> What the task asks:
Task for the listing below: copy it out in full, exactly.
==== Material provided
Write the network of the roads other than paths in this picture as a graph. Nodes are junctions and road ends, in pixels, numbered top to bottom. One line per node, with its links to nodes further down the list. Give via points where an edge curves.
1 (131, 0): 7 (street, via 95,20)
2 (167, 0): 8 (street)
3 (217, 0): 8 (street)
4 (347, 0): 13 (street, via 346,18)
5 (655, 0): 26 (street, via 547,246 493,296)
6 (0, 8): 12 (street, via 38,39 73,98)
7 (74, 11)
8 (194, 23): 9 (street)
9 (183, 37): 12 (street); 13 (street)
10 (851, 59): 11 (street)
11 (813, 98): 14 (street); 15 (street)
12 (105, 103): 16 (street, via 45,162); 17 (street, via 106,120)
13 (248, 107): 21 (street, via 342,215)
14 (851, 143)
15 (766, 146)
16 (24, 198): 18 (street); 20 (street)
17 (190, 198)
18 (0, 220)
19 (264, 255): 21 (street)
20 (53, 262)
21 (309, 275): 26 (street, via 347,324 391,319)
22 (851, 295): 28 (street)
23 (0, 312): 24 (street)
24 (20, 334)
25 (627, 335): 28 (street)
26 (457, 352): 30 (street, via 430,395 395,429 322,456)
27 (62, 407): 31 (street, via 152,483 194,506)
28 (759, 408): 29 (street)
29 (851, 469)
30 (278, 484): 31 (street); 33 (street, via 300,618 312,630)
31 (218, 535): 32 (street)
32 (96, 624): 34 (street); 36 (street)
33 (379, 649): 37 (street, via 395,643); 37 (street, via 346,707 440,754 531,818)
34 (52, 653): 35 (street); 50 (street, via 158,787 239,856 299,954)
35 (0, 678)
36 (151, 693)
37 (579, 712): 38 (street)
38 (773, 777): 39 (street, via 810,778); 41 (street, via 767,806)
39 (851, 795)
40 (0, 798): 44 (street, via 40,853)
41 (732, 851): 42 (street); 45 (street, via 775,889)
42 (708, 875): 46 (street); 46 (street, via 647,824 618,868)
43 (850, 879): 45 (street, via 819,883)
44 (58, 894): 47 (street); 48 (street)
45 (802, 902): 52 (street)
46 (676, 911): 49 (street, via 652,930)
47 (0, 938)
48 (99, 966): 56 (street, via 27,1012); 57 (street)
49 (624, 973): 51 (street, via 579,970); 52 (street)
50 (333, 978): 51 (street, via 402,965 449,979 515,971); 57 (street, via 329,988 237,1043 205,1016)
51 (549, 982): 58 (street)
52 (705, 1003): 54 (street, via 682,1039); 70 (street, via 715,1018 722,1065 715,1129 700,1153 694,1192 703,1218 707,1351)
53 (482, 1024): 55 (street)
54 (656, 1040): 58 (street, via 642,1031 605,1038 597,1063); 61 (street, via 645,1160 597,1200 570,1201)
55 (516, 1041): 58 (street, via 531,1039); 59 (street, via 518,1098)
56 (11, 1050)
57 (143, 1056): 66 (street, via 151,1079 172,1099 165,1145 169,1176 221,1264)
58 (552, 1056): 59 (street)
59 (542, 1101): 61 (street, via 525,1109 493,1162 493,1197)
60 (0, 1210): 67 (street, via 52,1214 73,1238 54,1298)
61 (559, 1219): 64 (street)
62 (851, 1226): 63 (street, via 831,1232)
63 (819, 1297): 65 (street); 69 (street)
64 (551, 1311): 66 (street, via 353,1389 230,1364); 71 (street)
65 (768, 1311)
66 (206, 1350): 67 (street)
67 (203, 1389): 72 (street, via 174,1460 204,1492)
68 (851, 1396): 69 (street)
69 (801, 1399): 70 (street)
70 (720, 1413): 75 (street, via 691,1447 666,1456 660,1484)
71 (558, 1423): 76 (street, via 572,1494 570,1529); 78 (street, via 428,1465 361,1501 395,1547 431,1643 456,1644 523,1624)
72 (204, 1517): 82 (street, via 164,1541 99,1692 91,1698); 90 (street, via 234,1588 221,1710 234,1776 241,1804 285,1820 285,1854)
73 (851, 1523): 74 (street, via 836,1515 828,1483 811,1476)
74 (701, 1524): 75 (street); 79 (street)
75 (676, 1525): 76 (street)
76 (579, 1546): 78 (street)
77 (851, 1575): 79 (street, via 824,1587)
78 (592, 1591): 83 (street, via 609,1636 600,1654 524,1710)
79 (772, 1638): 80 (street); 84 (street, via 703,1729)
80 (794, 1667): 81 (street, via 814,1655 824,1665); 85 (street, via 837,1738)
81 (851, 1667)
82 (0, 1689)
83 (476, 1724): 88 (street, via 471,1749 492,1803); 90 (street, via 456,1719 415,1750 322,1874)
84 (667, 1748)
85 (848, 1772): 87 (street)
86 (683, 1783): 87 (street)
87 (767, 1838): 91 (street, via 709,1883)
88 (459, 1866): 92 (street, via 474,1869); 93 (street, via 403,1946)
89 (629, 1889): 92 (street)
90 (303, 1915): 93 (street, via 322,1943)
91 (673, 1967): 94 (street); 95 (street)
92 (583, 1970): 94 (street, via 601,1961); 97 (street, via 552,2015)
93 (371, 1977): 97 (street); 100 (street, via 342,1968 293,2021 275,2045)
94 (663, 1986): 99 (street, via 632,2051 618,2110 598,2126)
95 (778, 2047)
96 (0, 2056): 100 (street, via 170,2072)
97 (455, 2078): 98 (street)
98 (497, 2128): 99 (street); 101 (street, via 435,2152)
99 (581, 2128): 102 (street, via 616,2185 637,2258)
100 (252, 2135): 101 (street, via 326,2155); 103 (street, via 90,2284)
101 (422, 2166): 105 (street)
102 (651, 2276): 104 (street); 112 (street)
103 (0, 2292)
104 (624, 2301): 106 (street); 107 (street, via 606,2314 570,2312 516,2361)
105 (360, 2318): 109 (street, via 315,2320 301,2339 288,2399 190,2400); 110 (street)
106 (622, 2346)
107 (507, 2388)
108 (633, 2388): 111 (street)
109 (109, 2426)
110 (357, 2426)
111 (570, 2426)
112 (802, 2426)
========
> Written solution:
Write the network of the roads other than paths in this picture as a graph. Nodes are junctions and road ends, in pixels, numbered top to bottom. One line per node, with its links to nodes further down the list. Give via points where an edge curves.
1 (131, 0): 7 (street, via 95,20)
2 (167, 0): 8 (street)
3 (217, 0): 8 (street)
4 (347, 0): 13 (street, via 346,18)
5 (655, 0): 26 (street, via 547,246 493,296)
6 (0, 8): 12 (street, via 38,39 73,98)
7 (74, 11)
8 (194, 23): 9 (street)
9 (183, 37): 12 (street); 13 (street)
10 (851, 59): 11 (street)
11 (813, 98): 14 (street); 15 (street)
12 (105, 103): 16 (street, via 45,162); 17 (street, via 106,120)
13 (248, 107): 21 (street, via 342,215)
14 (851, 143)
15 (766, 146)
16 (24, 198): 18 (street); 20 (street)
17 (190, 198)
18 (0, 220)
19 (264, 255): 21 (street)
20 (53, 262)
21 (309, 275): 26 (street, via 347,324 391,319)
22 (851, 295): 28 (street)
23 (0, 312): 24 (street)
24 (20, 334)
25 (627, 335): 28 (street)
26 (457, 352): 30 (street, via 430,395 395,429 322,456)
27 (62, 407): 31 (street, via 152,483 194,506)
28 (759, 408): 29 (street)
29 (851, 469)
30 (278, 484): 31 (street); 33 (street, via 300,618 312,630)
31 (218, 535): 32 (street)
32 (96, 624): 34 (street); 36 (street)
33 (379, 649): 37 (street, via 395,643); 37 (street, via 346,707 440,754 531,818)
34 (52, 653): 35 (street); 50 (street, via 158,787 239,856 299,954)
35 (0, 678)
36 (151, 693)
37 (579, 712): 38 (street)
38 (773, 777): 39 (street, via 810,778); 41 (street, via 767,806)
39 (851, 795)
40 (0, 798): 44 (street, via 40,853)
41 (732, 851): 42 (street); 45 (street, via 775,889)
42 (708, 875): 46 (street); 46 (street, via 647,824 618,868)
43 (850, 879): 45 (street, via 819,883)
44 (58, 894): 47 (street); 48 (street)
45 (802, 902): 52 (street)
46 (676, 911): 49 (street, via 652,930)
47 (0, 938)
48 (99, 966): 56 (street, via 27,1012); 57 (street)
49 (624, 973): 51 (street, via 579,970); 52 (street)
50 (333, 978): 51 (street, via 402,965 449,979 515,971); 57 (street, via 329,988 237,1043 205,1016)
51 (549, 982): 58 (street)
52 (705, 1003): 54 (street, via 682,1039); 70 (street, via 715,1018 722,1065 715,1129 700,1153 694,1192 703,1218 707,1351)
53 (482, 1024): 55 (street)
54 (656, 1040): 58 (street, via 642,1031 605,1038 597,1063); 61 (street, via 645,1160 597,1200 570,1201)
55 (516, 1041): 58 (street, via 531,1039); 59 (street, via 518,1098)
56 (11, 1050)
57 (143, 1056): 66 (street, via 151,1079 172,1099 165,1145 169,1176 221,1264)
58 (552, 1056): 59 (street)
59 (542, 1101): 61 (street, via 525,1109 493,1162 493,1197)
60 (0, 1210): 67 (street, via 52,1214 73,1238 54,1298)
61 (559, 1219): 64 (street)
62 (851, 1226): 63 (street, via 831,1232)
63 (819, 1297): 65 (street); 69 (street)
64 (551, 1311): 66 (street, via 353,1389 230,1364); 71 (street)
65 (768, 1311)
66 (206, 1350): 67 (street)
67 (203, 1389): 72 (street, via 174,1460 204,1492)
68 (851, 1396): 69 (street)
69 (801, 1399): 70 (street)
70 (720, 1413): 75 (street, via 691,1447 666,1456 660,1484)
71 (558, 1423): 76 (street, via 572,1494 570,1529); 78 (street, via 428,1465 361,1501 395,1547 431,1643 456,1644 523,1624)
72 (204, 1517): 82 (street, via 164,1541 99,1692 91,1698); 90 (street, via 234,1588 221,1710 234,1776 241,1804 285,1820 285,1854)
73 (851, 1523): 74 (street, via 836,1515 828,1483 811,1476)
74 (701, 1524): 75 (street); 79 (street)
75 (676, 1525): 76 (street)
76 (579, 1546): 78 (street)
77 (851, 1575): 79 (street, via 824,1587)
78 (592, 1591): 83 (street, via 609,1636 600,1654 524,1710)
79 (772, 1638): 80 (street); 84 (street, via 703,1729)
80 (794, 1667): 81 (street, via 814,1655 824,1665); 85 (street, via 837,1738)
81 (851, 1667)
82 (0, 1689)
83 (476, 1724): 88 (street, via 471,1749 492,1803); 90 (street, via 456,1719 415,1750 322,1874)
84 (667, 1748)
85 (848, 1772): 87 (street)
86 (683, 1783): 87 (street)
87 (767, 1838): 91 (street, via 709,1883)
88 (459, 1866): 92 (street, via 474,1869); 93 (street, via 403,1946)
89 (629, 1889): 92 (street)
90 (303, 1915): 93 (street, via 322,1943)
91 (673, 1967): 94 (street); 95 (street)
92 (583, 1970): 94 (street, via 601,1961); 97 (street, via 552,2015)
93 (371, 1977): 97 (street); 100 (street, via 342,1968 293,2021 275,2045)
94 (663, 1986): 99 (street, via 632,2051 618,2110 598,2126)
95 (778, 2047)
96 (0, 2056): 100 (street, via 170,2072)
97 (455, 2078): 98 (street)
98 (497, 2128): 99 (street); 101 (street, via 435,2152)
99 (581, 2128): 102 (street, via 616,2185 637,2258)
100 (252, 2135): 101 (street, via 326,2155); 103 (street, via 90,2284)
101 (422, 2166): 105 (street)
102 (651, 2276): 104 (street); 112 (street)
103 (0, 2292)
104 (624, 2301): 106 (street); 107 (street, via 606,2314 570,2312 516,2361)
105 (360, 2318): 109 (street, via 315,2320 301,2339 288,2399 190,2400); 110 (street)
106 (622, 2346)
107 (507, 2388)
108 (633, 2388): 111 (street)
109 (109, 2426)
110 (357, 2426)
111 (570, 2426)
112 (802, 2426)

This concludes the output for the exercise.